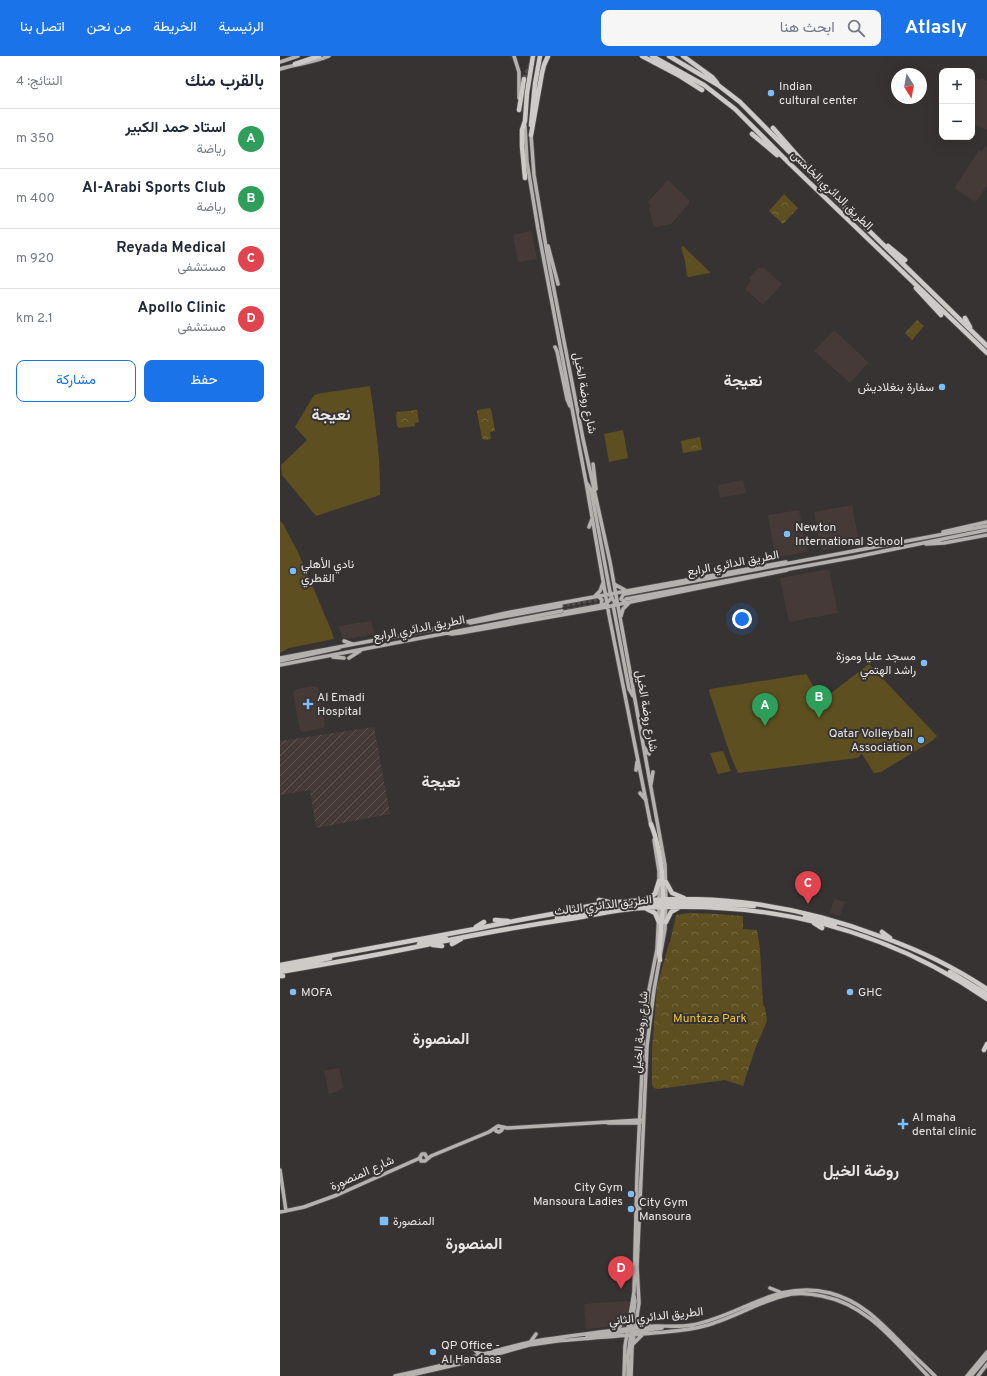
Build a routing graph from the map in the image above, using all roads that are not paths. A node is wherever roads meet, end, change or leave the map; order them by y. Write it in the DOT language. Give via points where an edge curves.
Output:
graph roads {
  1 [pos="298,56"];
  2 [pos="318,56"];
  3 [pos="329,56"];
  4 [pos="514,56"];
  5 [pos="533,56"];
  6 [pos="540,56"];
  7 [pos="548,56"];
  8 [pos="642,56"];
  9 [pos="652,56"];
  10 [pos="669,56"];
  11 [pos="683,56"];
  12 [pos="280,62"];
  13 [pos="295,64"];
  14 [pos="280,69"];
  15 [pos="524,79"];
  16 [pos="718,85"];
  17 [pos="702,90"];
  18 [pos="519,110"];
  19 [pos="525,121"];
  20 [pos="773,128"];
  21 [pos="752,134"];
  22 [pos="531,135"];
  23 [pos="789,163"];
  24 [pos="524,178"];
  25 [pos="817,180"];
  26 [pos="866,229"];
  27 [pos="544,236"];
  28 [pos="905,260"];
  29 [pos="895,264"];
  30 [pos="558,284"];
  31 [pos="941,315"];
  32 [pos="965,318"];
  33 [pos="974,334"];
  34 [pos="987,346"];
  35 [pos="555,347"];
  36 [pos="987,352"];
  37 [pos="572,407"];
  38 [pos="593,464"];
  39 [pos="586,482"];
  40 [pos="598,509"];
  41 [pos="592,518"];
  42 [pos="987,522"];
  43 [pos="987,526"];
  44 [pos="589,527"];
  45 [pos="987,530"];
  46 [pos="987,535"];
  47 [pos="923,538"];
  48 [pos="911,546"];
  49 [pos="611,554"];
  50 [pos="610,562"];
  51 [pos="793,562"];
  52 [pos="738,567"];
  53 [pos="792,568"];
  54 [pos="743,569"];
  55 [pos="704,573"];
  56 [pos="698,577"];
  57 [pos="603,580"];
  58 [pos="736,582"];
  59 [pos="745,583"];
  60 [pos="614,584"];
  61 [pos="706,588"];
  62 [pos="702,591"];
  63 [pos="608,594"];
  64 [pos="615,594"];
  65 [pos="596,596"];
  66 [pos="625,596"];
  67 [pos="655,598"];
  68 [pos="662,599"];
  69 [pos="610,601"];
  70 [pos="632,602"];
  71 [pos="601,605"];
  72 [pos="615,605"];
  73 [pos="596,609"];
  74 [pos="609,615"];
  75 [pos="556,616"];
  76 [pos="620,621"];
  77 [pos="522,622"];
  78 [pos="519,626"];
  79 [pos="440,628"];
  80 [pos="447,633"];
  81 [pos="344,641"];
  82 [pos="351,644"];
  83 [pos="363,650"];
  84 [pos="330,656"];
  85 [pos="280,658"];
  86 [pos="344,658"];
  87 [pos="349,658"];
  88 [pos="280,661"];
  89 [pos="618,661"];
  90 [pos="280,666"];
  91 [pos="616,668"];
  92 [pos="634,698"];
  93 [pos="642,743"];
  94 [pos="649,754"];
  95 [pos="638,759"];
  96 [pos="636,770"];
  97 [pos="652,772"];
  98 [pos="651,789"];
  99 [pos="640,793"];
  100 [pos="646,801"];
  101 [pos="651,824"];
  102 [pos="668,856"];
  103 [pos="665,865"];
  104 [pos="659,881"];
  105 [pos="666,882"];
  106 [pos="729,897"];
  107 [pos="691,899"];
  108 [pos="748,899"];
  109 [pos="599,900"];
  110 [pos="719,900"];
  111 [pos="639,901"];
  112 [pos="613,903"];
  113 [pos="663,904"];
  114 [pos="762,904"];
  115 [pos="572,906"];
  116 [pos="772,906"];
  117 [pos="684,907"];
  118 [pos="642,908"];
  119 [pos="803,908"];
  120 [pos="793,910"];
  121 [pos="565,911"];
  122 [pos="764,912"];
  123 [pos="823,913"];
  124 [pos="598,914"];
  125 [pos="578,917"];
  126 [pos="829,918"];
  127 [pos="592,919"];
  128 [pos="495,920"];
  129 [pos="809,920"];
  130 [pos="514,921"];
  131 [pos="484,922"];
  132 [pos="574,922"];
  133 [pos="658,922"];
  134 [pos="666,922"];
  135 [pos="504,923"];
  136 [pos="544,923"];
  137 [pos="850,925"];
  138 [pos="822,928"];
  139 [pos="474,929"];
  140 [pos="882,932"];
  141 [pos="857,936"];
  142 [pos="464,937"];
  143 [pos="409,941"];
  144 [pos="893,941"];
  145 [pos="386,942"];
  146 [pos="399,943"];
  147 [pos="430,944"];
  148 [pos="452,944"];
  149 [pos="419,946"];
  150 [pos="442,946"];
  151 [pos="912,949"];
  152 [pos="398,950"];
  153 [pos="341,954"];
  154 [pos="308,955"];
  155 [pos="388,956"];
  156 [pos="362,957"];
  157 [pos="379,958"];
  158 [pos="933,958"];
  159 [pos="351,959"];
  160 [pos="942,959"];
  161 [pos="660,960"];
  162 [pos="300,961"];
  163 [pos="280,965"];
  164 [pos="932,965"];
  165 [pos="280,969"];
  166 [pos="964,970"];
  167 [pos="941,974"];
  168 [pos="281,975"];
  169 [pos="973,980"];
  170 [pos="971,988"];
  171 [pos="987,989"];
  172 [pos="987,994"];
  173 [pos="979,997"];
  174 [pos="987,999"];
  175 [pos="987,1044"];
  176 [pos="984,1050"];
  177 [pos="640,1108"];
  178 [pos="642,1121"];
  179 [pos="629,1122"];
  180 [pos="639,1131"];
  181 [pos="428,1157"];
  182 [pos="420,1160"];
  183 [pos="280,1170"];
  184 [pos="286,1210"];
  185 [pos="280,1211"];
  186 [pos="770,1288"];
  187 [pos="783,1292"];
  188 [pos="767,1293"];
  189 [pos="634,1295"];
  190 [pos="764,1299"];
  191 [pos="630,1316"];
  192 [pos="637,1318"];
  193 [pos="671,1326"];
  194 [pos="652,1327"];
  195 [pos="616,1330"];
  196 [pos="631,1332"];
  197 [pos="536,1334"];
  198 [pos="643,1334"];
  199 [pos="615,1336"];
  200 [pos="583,1339"];
  201 [pos="530,1342"];
  202 [pos="625,1346"];
  203 [pos="632,1348"];
  204 [pos="474,1349"];
  205 [pos="987,1352"];
  206 [pos="484,1354"];
  207 [pos="476,1356"];
  208 [pos="987,1357"];
  209 [pos="987,1361"];
  210 [pos="987,1364"];
  211 [pos="453,1365"];
  212 [pos="396,1376"];
  213 [pos="407,1376"];
  214 [pos="624,1376"];
  215 [pos="628,1376"];
  216 [pos="632,1376"];
  217 [pos="928,1376"];
  218 [pos="935,1376"];
  219 [pos="967,1376"];
  220 [pos="970,1376"];
  221 [pos="974,1376"];
  222 [pos="978,1376"];
  1 -- 12 [label="main road"];
  2 -- 13 [label="highway"];
  3 -- 13 [label="main road" via="313,62"];
  4 -- 18 [label="main road" via="520,80"];
  5 -- 19 [label="highway, شارع روضة الخيل"];
  6 -- 22 [label="highway, شارع روضة الخيل"];
  7 -- 22 [label="highway" via="542,73"];
  8 -- 17 [label="highway"];
  9 -- 23 [label="highway, الطريق الدائري الخامس" via="693,78 721,97"];
  10 -- 16 [label="highway, الطريق الدائري الخامس"];
  11 -- 16 [label="highway" via="712,77"];
  13 -- 14 [label="main road"];
  15 -- 18 [label="highway"];
  16 -- 25 [label="highway, الطريق الدائري الخامس" via="746,108"];
  19 -- 24 [label="highway" via="522,130"];
  19 -- 37 [label="main road, شارع روضة الخيل" via="526,162"];
  20 -- 25 [label="highway"];
  21 -- 23 [label="highway"];
  22 -- 27 [label="main road, شارع روضة الخيل"];
  23 -- 29 [label="highway, الطريق الدائري الخامس"];
  25 -- 26 [label="highway, الطريق الدائري الخامس"];
  26 -- 28 [label="highway" via="872,230"];
  26 -- 33 [label="highway, الطريق الدائري الخامس"];
  27 -- 30 [label="main road" via="548,242"];
  27 -- 40 [label="main road, شارع روضة الخيل"];
  29 -- 31 [label="highway"];
  29 -- 36 [label="highway, الطريق الدائري الخامس"];
  32 -- 33 [label="highway"];
  33 -- 34 [label="highway, الطريق الدائري الخامس"];
  35 -- 37 [label="main road" via="567,399"];
  37 -- 39 [label="main road, شارع روضة الخيل"];
  38 -- 40 [label="main road"];
  39 -- 41 [label="main road, شارع روضة الخيل"];
  39 -- 63 [label="main road" via="591,490"];
  40 -- 50 [label="main road, شارع روضة الخيل"];
  41 -- 44 [label="main road"];
  41 -- 57 [label="main road, شارع روضة الخيل"];
  42 -- 47 [label="main road"];
  43 -- 47 [label="main road, الطريق الدائري الرابع"];
  45 -- 48 [label="main road, الطريق الدائري الرابع"];
  46 -- 48 [label="main road"];
  47 -- 51 [label="main road, الطريق الدائري الرابع"];
  48 -- 53 [label="main road, الطريق الدائري الرابع"];
  49 -- 50 [label="main road"];
  50 -- 60 [label="main road, شارع روضة الخيل"];
  51 -- 54 [label="main road"];
  51 -- 66 [label="main road, الطريق الدائري الرابع"];
  52 -- 54 [label="main road"];
  53 -- 58 [label="main road"];
  53 -- 66 [label="main road, الطريق الدائري الرابع"];
  54 -- 56 [label="main road"];
  55 -- 56 [label="main road"];
  56 -- 66 [label="main road" via="670,582"];
  57 -- 63 [label="main road, شارع روضة الخيل"];
  57 -- 65 [label="main road"];
  58 -- 59 [label="main road"];
  58 -- 61 [label="main road"];
  60 -- 64 [label="main road, شارع روضة الخيل"];
  60 -- 66 [label="main road"];
  61 -- 62 [label="main road"];
  61 -- 67 [label="main road"];
  63 -- 64 [label="main road"];
  63 -- 65 [label="main road"];
  63 -- 69 [label="main road, شارع روضة الخيل"];
  63 -- 69 [label="main road"];
  64 -- 66 [label="main road"];
  64 -- 69 [label="main road"];
  64 -- 72 [label="main road, شارع روضة الخيل"];
  65 -- 71 [label="main road" via="602,600"];
  65 -- 79 [label="main road"];
  66 -- 70 [label="main road"];
  66 -- 72 [label="main road"];
  67 -- 68 [label="main road"];
  67 -- 70 [label="main road"];
  69 -- 71 [label="main road"];
  69 -- 72 [label="main road"];
  69 -- 72 [label="main road"];
  69 -- 73 [label="main road"];
  69 -- 74 [label="main road, شارع روضة الخيل"];
  70 -- 76 [label="main road" via="623,609"];
  71 -- 75 [label="main road"];
  72 -- 76 [label="main road, شارع روضة الخيل"];
  72 -- 92 [label="main road" via="629,689"];
  73 -- 74 [label="main road"];
  73 -- 75 [label="main road"];
  74 -- 89 [label="main road, شارع روضة الخيل"];
  75 -- 77 [label="main road" via="545,620"];
  76 -- 92 [label="main road, شارع روضة الخيل"];
  77 -- 78 [label="main road"];
  77 -- 80 [label="main road" via="460,634"];
  79 -- 80 [label="main road, الطريق الدائري الرابع" via="561,609"];
  79 -- 82 [label="main road, الطريق الدائري الرابع"];
  80 -- 83 [label="main road, الطريق الدائري الرابع"];
  81 -- 82 [label="main road"];
  82 -- 85 [label="main road, الطريق الدائري الرابع"];
  82 -- 88 [label="main road" via="328,652"];
  83 -- 84 [label="main road, الطريق الدائري الرابع"];
  83 -- 87 [label="main road"];
  84 -- 86 [label="main road"];
  84 -- 90 [label="main road, الطريق الدائري الرابع"];
  89 -- 91 [label="main road"];
  89 -- 95 [label="main road, شارع روضة الخيل"];
  92 -- 93 [label="main road, شارع روضة الخيل"];
  93 -- 94 [label="main road"];
  93 -- 98 [label="main road, شارع روضة الخيل"];
  95 -- 96 [label="main road"];
  95 -- 100 [label="main road, شارع روضة الخيل"];
  97 -- 98 [label="main road"];
  98 -- 103 [label="main road, شارع روضة الخيل"];
  99 -- 100 [label="main road"];
  100 -- 101 [label="main road, شارع روضة الخيل"];
  101 -- 104 [label="main road, شارع روضة الخيل"];
  101 -- 113 [label="highway" via="660,854"];
  102 -- 103 [label="main road"];
  103 -- 105 [label="main road, شارع روضة الخيل"];
  104 -- 111 [label="highway" via="655,894"];
  104 -- 113 [label="main road, شارع روضة الخيل"];
  105 -- 107 [label="highway" via="674,894"];
  105 -- 113 [label="main road, شارع روضة الخيل"];
  106 -- 110 [label="highway"];
  107 -- 110 [label="highway, الطريق الدائري الثالث"];
  107 -- 113 [label="highway, الطريق الدائري الثالث"];
  108 -- 114 [label="highway"];
  109 -- 112 [label="highway"];
  110 -- 114 [label="highway, الطريق الدائري الثالث"];
  111 -- 112 [label="highway, الطريق الدائري الثالث"];
  111 -- 113 [label="highway, الطريق الدائري الثالث"];
  112 -- 121 [label="highway, الطريق الدائري الثالث"];
  113 -- 116 [label="highway"];
  113 -- 117 [label="highway, الطريق الدائري الثالث"];
  113 -- 118 [label="highway, الطريق الدائري الثالث"];
  113 -- 133 [label="main road, شارع روضة الخيل"];
  113 -- 134 [label="main road, شارع روضة الخيل"];
  113 -- 136 [label="highway" via="591,911 554,918"];
  113 -- 161 [label="highway" via="658,953"];
  114 -- 116 [label="highway, الطريق الدائري الثالث"];
  115 -- 121 [label="highway"];
  116 -- 120 [label="highway, الطريق الدائري الثالث"];
  117 -- 122 [label="highway, الطريق الدائري الثالث"];
  117 -- 134 [label="highway" via="672,911"];
  118 -- 124 [label="highway, الطريق الدائري الثالث"];
  118 -- 133 [label="highway" via="653,912"];
  119 -- 120 [label="highway"];
  120 -- 126 [label="highway, الطريق الدائري الثالث"];
  121 -- 130 [label="highway, الطريق الدائري الثالث"];
  122 -- 129 [label="highway, الطريق الدائري الثالث"];
  122 -- 137 [label="highway" via="783,912 847,927"];
  123 -- 126 [label="highway"];
  124 -- 125 [label="highway, الطريق الدائري الثالث"];
  124 -- 127 [label="highway"];
  125 -- 132 [label="highway"];
  125 -- 136 [label="highway, الطريق الدائري الثالث"];
  126 -- 137 [label="highway, الطريق الدائري الثالث"];
  128 -- 130 [label="highway"];
  129 -- 138 [label="highway"];
  129 -- 141 [label="highway, الطريق الدائري الثالث"];
  130 -- 135 [label="highway, الطريق الدائري الثالث"];
  131 -- 139 [label="highway"];
  133 -- 177 [label="main road, شارع روضة الخيل" via="644,1027"];
  134 -- 161 [label="main road, شارع روضة الخيل"];
  135 -- 139 [label="highway, الطريق الدائري الثالث"];
  135 -- 149 [label="highway" via="491,929 423,942"];
  136 -- 142 [label="highway, الطريق الدائري الثالث"];
  137 -- 144 [label="highway, الطريق الدائري الثالث"];
  139 -- 143 [label="highway, الطريق الدائري الثالث"];
  140 -- 144 [label="highway"];
  141 -- 151 [label="highway, الطريق الدائري الثالث" via="859,931"];
  141 -- 164 [label="highway" via="869,938"];
  142 -- 147 [label="highway, الطريق الدائري الثالث"];
  142 -- 148 [label="highway"];
  143 -- 146 [label="highway, الطريق الدائري الثالث"];
  143 -- 159 [label="highway" via="407,946 375,951"];
  144 -- 151 [label="highway, الطريق الدائري الثالث"];
  145 -- 146 [label="highway"];
  146 -- 153 [label="highway, الطريق الدائري الثالث"];
  147 -- 149 [label="highway, الطريق الدائري الثالث"];
  147 -- 150 [label="highway"];
  149 -- 152 [label="highway, الطريق الدائري الثالث"];
  151 -- 158 [label="highway, الطريق الدائري الثالث"];
  152 -- 155 [label="highway"];
  152 -- 156 [label="highway, الطريق الدائري الثالث"];
  153 -- 162 [label="highway, الطريق الدائري الثالث"];
  153 -- 165 [label="highway"];
  154 -- 162 [label="highway"];
  156 -- 157 [label="highway"];
  156 -- 159 [label="highway, الطريق الدائري الثالث"];
  158 -- 160 [label="highway"];
  158 -- 169 [label="highway, الطريق الدائري الثالث"];
  159 -- 168 [label="highway, الطريق الدائري الثالث"];
  161 -- 178 [label="main road, شارع روضة الخيل" via="649,1027"];
  162 -- 163 [label="highway, الطريق الدائري الثالث"];
  164 -- 167 [label="highway"];
  164 -- 170 [label="highway"];
  164 -- 172 [label="highway" via="950,972"];
  166 -- 169 [label="highway"];
  169 -- 171 [label="highway, الطريق الدائري الثالث"];
  170 -- 173 [label="highway"];
  170 -- 174 [label="highway"];
  175 -- 176 [label="highway"];
  177 -- 178 [label="main road, شارع روضة الخيل"];
  177 -- 179 [label="main road" via="636,1118"];
  178 -- 179 [label="main road"];
  178 -- 180 [label="main road, شارع روضة الخيل"];
  178 -- 192 [label="main road, شارع روضة الخيل"];
  179 -- 180 [label="main road"];
  179 -- 181 [label="main road" via="502,1128 500,1132 490,1132"];
  180 -- 189 [label="main road, شارع روضة الخيل"];
  181 -- 182 [label="main road" via="425,1161"];
  181 -- 182 [label="main road" via="422,1154"];
  182 -- 184 [label="main road, شارع المنصورة" via="349,1191"];
  183 -- 184 [label="main road"];
  184 -- 185 [label="main road, شارع المنصورة"];
  186 -- 187 [label="main road"];
  187 -- 190 [label="main road, الطريق الدائري الثاني"];
  187 -- 218 [label="main road, الطريق الدائري الثاني" via="816,1290 858,1304 887,1328"];
  188 -- 190 [label="main road"];
  189 -- 191 [label="main road, شارع روضة الخيل"];
  189 -- 196 [label="main road"];
  190 -- 193 [label="main road, الطريق الدائري الثاني" via="710,1321"];
  191 -- 195 [label="main road"];
  191 -- 196 [label="main road, شارع روضة الخيل"];
  192 -- 194 [label="main road"];
  192 -- 196 [label="main road, شارع روضة الخيل"];
  193 -- 194 [label="main road, الطريق الدائري الثاني"];
  193 -- 196 [label="main road"];
  194 -- 196 [label="main road, الطريق الدائري الثاني"];
  195 -- 196 [label="main road, الطريق الدائري الثاني"];
  195 -- 201 [label="main road, الطريق الدائري الثاني"];
  196 -- 198 [label="main road, الطريق الدائري الثاني"];
  196 -- 199 [label="main road, الطريق الدائري الثاني"];
  196 -- 200 [label="main road" via="588,1336"];
  196 -- 202 [label="main road, شارع روضة الخيل"];
  196 -- 203 [label="main road, شارع روضة الخيل"];
  196 -- 215 [label="main road"];
  197 -- 201 [label="main road"];
  198 -- 203 [label="main road"];
  198 -- 217 [label="main road, الطريق الدائري الثاني" via="691,1330 783,1296 817,1295 839,1299 865,1313"];
  199 -- 200 [label="main road, الطريق الدائري الثاني"];
  199 -- 202 [label="main road" via="622,1339"];
  200 -- 211 [label="main road, الطريق الدائري الثاني" via="529,1345"];
  201 -- 206 [label="main road, الطريق الدائري الثاني"];
  202 -- 214 [label="main road, شارع روضة الخيل"];
  203 -- 216 [label="main road, شارع روضة الخيل"];
  204 -- 206 [label="main road"];
  205 -- 219 [label="main road"];
  206 -- 207 [label="main road, الطريق الدائري الثاني"];
  207 -- 211 [label="main road"];
  207 -- 212 [label="main road, الطريق الدائري الثاني"];
  208 -- 220 [label="main road"];
  209 -- 221 [label="main road"];
  210 -- 222 [label="main road"];
  211 -- 213 [label="main road, الطريق الدائري الثاني"];
}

============================================================

» Assignment: Above are the records. Identify each line that contains the word "المنصورة".

» Task solution:
  182 -- 184 [label="main road, شارع المنصورة" via="349,1191"];
  184 -- 185 [label="main road, شارع المنصورة"];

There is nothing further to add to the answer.